Edgar Virgüez, Ph.D. in Environmental Sciences & Policy
Making the University a Better Place
Edgar Virgüez is an energy systems engineer promoting a rapid and cost-efficient energy transition toward a decarbonized electric power system. His research integrates methods from operations research, geospatial analysis and environmental economics. At Duke, he has received several of the most prestigious awards for graduate students, including the Graduate School Dean’s Award for Excellence in Teaching and the Forever Duke Student Leadership Award.
Virgüez has served on numerous boards and committees across the university. He took part in The Graduate School’s Emerging Leaders Institute, where graduate students and postdocs work in teams to improve Duke’s campus environment, a Bass Connections project (read his reflection) and many other interdisciplinary endeavors. Expecting to graduate later this year, he has accepted a postdoctoral position at Stanford University.
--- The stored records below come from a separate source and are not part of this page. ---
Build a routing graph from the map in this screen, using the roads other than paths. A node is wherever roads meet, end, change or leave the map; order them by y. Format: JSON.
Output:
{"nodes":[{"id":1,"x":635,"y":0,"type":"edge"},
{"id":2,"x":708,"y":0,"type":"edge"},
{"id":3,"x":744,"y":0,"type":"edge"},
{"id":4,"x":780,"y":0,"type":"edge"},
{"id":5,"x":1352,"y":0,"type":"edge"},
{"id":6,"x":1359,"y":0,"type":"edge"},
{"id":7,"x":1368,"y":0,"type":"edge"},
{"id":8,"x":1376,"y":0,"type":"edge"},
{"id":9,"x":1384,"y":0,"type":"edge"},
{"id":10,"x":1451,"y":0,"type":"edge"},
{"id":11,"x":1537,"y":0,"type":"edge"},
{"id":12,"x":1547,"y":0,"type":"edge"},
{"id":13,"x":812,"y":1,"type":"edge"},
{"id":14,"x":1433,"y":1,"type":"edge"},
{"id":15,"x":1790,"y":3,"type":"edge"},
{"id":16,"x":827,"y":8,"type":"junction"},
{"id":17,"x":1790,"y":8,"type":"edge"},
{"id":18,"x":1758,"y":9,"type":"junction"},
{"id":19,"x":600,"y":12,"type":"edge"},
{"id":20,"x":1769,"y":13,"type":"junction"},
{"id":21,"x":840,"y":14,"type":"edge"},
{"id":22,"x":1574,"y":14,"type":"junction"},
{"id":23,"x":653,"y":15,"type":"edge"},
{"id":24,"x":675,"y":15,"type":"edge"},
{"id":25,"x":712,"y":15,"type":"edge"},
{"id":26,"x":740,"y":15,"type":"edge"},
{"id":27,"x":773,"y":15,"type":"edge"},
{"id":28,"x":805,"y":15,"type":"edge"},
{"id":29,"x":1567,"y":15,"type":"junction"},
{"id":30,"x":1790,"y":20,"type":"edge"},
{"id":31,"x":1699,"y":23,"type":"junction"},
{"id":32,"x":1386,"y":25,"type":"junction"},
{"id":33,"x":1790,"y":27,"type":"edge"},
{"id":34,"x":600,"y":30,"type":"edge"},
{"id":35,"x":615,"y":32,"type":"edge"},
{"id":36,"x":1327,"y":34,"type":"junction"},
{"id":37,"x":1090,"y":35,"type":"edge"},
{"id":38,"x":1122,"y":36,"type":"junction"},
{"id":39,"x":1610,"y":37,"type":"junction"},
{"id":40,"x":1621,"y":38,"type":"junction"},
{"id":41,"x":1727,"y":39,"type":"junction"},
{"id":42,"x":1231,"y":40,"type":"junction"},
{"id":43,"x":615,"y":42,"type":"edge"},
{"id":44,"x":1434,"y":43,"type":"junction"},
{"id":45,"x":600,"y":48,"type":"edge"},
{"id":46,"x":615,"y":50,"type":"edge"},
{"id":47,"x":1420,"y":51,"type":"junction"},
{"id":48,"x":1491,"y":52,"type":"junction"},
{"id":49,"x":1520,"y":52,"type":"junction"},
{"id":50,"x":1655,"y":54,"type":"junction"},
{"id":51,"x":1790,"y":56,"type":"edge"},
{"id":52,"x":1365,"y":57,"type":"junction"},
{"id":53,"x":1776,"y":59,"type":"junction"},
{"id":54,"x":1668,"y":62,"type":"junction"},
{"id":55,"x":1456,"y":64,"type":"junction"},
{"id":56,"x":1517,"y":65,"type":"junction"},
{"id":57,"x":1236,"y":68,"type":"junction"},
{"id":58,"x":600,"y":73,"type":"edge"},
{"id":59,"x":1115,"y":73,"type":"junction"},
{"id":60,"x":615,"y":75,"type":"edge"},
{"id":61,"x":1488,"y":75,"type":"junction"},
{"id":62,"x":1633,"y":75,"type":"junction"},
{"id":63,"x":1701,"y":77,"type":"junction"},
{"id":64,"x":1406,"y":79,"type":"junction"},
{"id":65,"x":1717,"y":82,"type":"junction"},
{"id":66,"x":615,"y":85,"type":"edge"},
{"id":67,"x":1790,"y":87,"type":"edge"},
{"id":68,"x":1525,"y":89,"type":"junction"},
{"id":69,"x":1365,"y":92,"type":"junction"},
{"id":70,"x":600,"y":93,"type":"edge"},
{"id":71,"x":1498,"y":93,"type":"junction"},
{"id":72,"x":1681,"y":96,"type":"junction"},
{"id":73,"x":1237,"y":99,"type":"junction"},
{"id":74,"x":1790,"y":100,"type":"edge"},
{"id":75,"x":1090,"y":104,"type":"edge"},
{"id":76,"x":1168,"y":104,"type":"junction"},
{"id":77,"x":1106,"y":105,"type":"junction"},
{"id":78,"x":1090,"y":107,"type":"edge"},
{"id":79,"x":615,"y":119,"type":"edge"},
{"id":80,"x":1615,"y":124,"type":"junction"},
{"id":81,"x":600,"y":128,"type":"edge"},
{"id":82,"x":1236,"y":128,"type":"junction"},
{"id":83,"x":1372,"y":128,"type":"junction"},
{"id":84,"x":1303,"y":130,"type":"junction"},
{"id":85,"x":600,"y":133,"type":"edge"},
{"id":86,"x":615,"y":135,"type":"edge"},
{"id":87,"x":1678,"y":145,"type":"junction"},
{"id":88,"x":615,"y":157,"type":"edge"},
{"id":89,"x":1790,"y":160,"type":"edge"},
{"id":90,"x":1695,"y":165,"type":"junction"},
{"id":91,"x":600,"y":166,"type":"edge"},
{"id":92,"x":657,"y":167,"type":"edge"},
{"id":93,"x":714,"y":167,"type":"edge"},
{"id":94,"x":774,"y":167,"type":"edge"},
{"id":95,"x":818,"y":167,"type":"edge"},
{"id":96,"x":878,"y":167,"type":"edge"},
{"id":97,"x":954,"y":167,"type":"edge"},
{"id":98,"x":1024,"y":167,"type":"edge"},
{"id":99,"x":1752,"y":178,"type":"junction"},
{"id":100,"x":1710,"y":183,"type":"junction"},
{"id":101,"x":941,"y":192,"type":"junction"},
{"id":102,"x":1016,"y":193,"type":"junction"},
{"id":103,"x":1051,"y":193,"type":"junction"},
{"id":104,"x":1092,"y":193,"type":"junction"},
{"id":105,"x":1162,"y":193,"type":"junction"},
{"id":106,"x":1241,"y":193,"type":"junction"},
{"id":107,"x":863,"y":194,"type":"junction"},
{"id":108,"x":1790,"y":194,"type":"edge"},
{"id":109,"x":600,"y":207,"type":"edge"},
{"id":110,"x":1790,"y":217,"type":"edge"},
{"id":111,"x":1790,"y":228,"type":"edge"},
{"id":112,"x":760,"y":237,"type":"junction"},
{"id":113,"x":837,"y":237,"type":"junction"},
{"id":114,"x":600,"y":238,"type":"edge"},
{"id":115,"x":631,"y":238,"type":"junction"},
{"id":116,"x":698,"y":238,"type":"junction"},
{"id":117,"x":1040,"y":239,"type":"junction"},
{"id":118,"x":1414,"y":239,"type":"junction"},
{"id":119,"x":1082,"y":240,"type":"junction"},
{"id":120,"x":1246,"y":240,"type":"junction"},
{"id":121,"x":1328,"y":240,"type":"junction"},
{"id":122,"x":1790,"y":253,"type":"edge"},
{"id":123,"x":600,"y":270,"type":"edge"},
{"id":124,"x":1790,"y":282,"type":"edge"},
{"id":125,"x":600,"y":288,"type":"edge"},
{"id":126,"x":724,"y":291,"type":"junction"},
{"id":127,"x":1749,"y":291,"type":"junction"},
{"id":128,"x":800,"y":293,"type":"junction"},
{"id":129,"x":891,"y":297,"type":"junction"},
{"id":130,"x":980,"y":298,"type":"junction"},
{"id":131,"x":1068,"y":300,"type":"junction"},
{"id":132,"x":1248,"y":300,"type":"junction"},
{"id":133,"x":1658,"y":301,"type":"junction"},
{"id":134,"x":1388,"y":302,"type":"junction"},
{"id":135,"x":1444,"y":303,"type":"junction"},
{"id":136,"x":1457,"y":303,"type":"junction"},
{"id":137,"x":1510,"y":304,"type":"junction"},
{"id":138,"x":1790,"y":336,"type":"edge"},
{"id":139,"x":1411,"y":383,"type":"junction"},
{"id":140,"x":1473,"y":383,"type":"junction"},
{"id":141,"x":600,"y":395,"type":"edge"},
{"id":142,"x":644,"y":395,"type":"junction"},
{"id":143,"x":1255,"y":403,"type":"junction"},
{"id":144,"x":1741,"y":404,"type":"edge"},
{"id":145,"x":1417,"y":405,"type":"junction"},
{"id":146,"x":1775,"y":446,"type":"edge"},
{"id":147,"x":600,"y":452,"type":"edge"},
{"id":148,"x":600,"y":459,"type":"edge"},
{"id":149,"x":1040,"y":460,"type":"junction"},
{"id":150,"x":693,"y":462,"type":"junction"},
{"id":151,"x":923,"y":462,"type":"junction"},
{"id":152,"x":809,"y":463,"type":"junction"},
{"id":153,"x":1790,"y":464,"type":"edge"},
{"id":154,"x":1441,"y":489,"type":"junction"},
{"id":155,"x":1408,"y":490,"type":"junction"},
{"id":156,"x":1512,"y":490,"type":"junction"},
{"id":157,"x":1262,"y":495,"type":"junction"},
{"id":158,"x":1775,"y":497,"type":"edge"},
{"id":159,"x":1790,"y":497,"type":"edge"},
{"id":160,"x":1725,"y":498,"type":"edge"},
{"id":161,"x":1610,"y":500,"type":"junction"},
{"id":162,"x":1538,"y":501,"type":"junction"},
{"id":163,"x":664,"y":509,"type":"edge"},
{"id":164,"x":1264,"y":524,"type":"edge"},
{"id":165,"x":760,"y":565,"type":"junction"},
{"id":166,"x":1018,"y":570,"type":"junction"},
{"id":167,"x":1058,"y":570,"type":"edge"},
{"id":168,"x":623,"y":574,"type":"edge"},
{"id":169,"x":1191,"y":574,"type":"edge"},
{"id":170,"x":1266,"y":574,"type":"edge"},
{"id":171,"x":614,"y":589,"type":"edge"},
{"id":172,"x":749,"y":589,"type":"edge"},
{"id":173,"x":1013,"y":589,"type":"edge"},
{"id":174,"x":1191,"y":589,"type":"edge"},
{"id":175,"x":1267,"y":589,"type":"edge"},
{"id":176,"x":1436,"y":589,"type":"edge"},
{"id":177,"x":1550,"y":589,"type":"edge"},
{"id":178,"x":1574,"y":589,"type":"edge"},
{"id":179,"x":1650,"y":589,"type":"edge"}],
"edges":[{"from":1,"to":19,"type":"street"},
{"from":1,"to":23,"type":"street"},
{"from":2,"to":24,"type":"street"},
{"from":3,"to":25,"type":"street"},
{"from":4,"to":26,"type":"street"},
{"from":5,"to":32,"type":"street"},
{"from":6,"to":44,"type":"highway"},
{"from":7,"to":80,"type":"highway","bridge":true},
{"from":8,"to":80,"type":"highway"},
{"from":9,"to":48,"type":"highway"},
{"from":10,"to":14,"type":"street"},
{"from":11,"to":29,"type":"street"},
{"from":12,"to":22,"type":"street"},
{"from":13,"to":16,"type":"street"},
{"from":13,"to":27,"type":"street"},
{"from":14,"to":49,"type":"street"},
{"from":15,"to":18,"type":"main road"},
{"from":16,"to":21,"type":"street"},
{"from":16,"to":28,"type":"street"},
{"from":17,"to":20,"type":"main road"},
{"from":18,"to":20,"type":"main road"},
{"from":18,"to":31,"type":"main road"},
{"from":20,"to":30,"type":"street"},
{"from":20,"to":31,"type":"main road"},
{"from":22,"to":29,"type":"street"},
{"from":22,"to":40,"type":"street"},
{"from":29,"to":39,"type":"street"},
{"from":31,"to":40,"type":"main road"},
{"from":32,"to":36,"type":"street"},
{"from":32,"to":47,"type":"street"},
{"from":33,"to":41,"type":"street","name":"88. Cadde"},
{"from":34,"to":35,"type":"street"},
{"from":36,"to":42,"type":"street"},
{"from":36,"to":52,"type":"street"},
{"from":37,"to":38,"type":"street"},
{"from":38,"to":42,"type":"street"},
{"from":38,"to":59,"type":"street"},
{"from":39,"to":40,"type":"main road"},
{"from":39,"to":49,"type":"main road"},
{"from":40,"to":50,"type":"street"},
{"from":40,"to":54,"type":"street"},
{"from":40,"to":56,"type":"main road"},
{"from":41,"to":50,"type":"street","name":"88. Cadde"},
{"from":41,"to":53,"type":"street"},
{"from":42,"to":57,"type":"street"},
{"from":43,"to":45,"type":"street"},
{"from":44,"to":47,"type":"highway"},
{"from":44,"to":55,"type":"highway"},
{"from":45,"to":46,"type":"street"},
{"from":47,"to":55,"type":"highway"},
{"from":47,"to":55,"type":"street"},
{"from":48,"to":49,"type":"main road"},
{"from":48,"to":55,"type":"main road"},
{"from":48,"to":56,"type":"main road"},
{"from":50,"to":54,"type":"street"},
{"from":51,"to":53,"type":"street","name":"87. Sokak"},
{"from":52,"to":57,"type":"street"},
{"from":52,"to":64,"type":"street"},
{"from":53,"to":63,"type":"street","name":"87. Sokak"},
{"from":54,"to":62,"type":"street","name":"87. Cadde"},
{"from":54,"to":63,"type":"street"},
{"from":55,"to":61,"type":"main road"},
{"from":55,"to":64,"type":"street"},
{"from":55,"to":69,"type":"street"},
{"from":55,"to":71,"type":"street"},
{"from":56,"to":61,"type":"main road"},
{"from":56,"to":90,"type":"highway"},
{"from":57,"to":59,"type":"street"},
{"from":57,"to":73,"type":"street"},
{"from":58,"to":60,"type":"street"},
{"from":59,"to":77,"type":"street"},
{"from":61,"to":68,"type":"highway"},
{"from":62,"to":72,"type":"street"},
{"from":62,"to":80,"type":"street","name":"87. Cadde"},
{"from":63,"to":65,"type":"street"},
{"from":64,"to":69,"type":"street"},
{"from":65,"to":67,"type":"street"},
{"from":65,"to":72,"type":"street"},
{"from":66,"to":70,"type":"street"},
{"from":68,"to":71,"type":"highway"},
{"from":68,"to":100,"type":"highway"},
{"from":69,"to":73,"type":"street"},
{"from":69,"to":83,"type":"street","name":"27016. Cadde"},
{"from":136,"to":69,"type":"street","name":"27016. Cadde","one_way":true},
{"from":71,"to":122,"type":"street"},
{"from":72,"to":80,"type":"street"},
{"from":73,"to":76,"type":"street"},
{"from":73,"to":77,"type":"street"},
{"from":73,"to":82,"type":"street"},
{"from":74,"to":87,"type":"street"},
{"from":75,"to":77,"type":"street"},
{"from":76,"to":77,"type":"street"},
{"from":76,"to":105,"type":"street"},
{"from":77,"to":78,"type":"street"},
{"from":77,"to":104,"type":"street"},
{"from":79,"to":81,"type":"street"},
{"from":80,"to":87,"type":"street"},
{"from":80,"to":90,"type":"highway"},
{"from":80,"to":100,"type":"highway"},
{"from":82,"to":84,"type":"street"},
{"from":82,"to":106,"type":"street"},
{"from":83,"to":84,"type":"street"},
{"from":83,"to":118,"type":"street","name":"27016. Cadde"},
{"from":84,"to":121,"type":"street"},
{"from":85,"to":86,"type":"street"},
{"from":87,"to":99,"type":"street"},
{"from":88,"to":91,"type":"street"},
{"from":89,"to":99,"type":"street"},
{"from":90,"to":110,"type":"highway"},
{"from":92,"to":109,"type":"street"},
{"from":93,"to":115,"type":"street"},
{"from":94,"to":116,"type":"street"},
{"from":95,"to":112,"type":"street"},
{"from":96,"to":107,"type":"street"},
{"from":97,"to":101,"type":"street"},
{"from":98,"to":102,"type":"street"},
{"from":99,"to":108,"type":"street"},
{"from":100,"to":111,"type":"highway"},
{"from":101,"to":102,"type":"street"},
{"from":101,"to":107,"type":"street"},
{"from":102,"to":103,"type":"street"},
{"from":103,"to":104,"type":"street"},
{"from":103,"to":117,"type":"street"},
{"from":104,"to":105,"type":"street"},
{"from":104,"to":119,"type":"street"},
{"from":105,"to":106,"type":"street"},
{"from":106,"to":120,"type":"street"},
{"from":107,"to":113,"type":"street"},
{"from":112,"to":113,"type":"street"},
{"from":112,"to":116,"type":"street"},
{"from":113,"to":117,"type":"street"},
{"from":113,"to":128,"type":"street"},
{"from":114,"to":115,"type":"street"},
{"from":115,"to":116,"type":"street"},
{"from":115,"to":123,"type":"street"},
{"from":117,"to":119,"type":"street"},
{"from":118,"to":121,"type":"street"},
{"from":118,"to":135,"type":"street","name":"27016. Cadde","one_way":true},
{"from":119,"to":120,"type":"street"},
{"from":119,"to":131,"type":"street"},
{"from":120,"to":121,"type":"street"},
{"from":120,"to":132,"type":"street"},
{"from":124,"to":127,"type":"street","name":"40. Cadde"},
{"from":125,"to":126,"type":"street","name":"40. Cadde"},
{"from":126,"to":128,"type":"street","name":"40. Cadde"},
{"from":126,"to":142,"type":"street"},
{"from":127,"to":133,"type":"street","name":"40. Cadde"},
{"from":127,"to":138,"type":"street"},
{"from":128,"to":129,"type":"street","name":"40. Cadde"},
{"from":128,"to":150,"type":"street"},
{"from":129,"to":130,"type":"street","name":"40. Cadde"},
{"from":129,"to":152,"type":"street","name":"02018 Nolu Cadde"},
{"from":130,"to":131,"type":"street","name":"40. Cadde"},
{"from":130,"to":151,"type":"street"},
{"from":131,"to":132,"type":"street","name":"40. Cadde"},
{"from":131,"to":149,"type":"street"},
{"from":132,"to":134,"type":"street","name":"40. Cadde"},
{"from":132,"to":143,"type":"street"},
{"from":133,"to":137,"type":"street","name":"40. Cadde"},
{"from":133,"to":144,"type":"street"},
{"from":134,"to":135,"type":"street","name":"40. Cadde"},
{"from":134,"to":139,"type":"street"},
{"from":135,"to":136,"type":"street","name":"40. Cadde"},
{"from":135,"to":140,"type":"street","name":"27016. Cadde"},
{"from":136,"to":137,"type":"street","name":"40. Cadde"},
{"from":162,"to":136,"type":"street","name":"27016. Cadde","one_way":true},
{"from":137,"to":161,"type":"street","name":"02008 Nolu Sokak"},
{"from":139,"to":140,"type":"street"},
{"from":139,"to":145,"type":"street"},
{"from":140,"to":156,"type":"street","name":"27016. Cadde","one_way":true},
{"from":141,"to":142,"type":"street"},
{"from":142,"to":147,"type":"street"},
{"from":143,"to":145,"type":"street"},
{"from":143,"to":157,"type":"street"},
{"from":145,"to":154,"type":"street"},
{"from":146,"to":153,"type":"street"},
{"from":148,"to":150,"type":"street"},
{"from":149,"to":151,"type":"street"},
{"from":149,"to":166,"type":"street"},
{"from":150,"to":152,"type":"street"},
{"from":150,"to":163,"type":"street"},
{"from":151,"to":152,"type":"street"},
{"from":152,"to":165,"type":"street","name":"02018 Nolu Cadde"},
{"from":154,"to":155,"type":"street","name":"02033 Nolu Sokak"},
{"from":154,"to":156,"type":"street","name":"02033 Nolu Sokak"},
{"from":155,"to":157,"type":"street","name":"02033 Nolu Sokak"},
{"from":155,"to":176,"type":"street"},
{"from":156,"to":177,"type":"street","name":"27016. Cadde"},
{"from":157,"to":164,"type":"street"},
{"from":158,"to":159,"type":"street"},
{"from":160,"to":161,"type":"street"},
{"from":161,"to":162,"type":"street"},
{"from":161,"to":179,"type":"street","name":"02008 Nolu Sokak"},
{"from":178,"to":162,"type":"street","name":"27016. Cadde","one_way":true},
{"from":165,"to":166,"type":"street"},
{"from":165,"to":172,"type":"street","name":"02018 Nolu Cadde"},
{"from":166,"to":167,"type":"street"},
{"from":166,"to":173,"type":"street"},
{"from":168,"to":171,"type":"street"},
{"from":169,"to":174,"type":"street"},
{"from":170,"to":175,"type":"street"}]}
What he gained from engaging in governance
“For the last few years I have served on the resources committee of the Board of Trustees. Through that experience, President Price invited me to be part of the search committee for the new executive vice president. I learned about the most pressing challenges for higher education, and how to engage in the decision-making process to prepare the university to confront these challenges.
“I have worked with eight of the eleven vice presidents that we have. Through our interactions I have learned so much from them. They have answered my questions and shared their wisdom and expertise. My dream is to become a university president, and they gave me so much insight, information and passion for continuing this path.
Edgar Virgüez speaks on a panel of Cross Scholars at the Association of American Colleges & Universities 2020 Annual Meeting.
“I’ve also made the most of my Duke experience by actively participating in the Graduate and Professional Student Government, where I have served since 2017. For example, last fall, I introduced a resolution to remove the GRE as a mandatory requirement. Engaging students, admissions officers and members of The Graduate School taught me how to tailor a proposal that reflects multiple perspectives. The final product received approval from the student government. I believe it provides a platform for student advocacy efforts to remove some of the barriers that prevent Duke from being a more inclusive and diverse place.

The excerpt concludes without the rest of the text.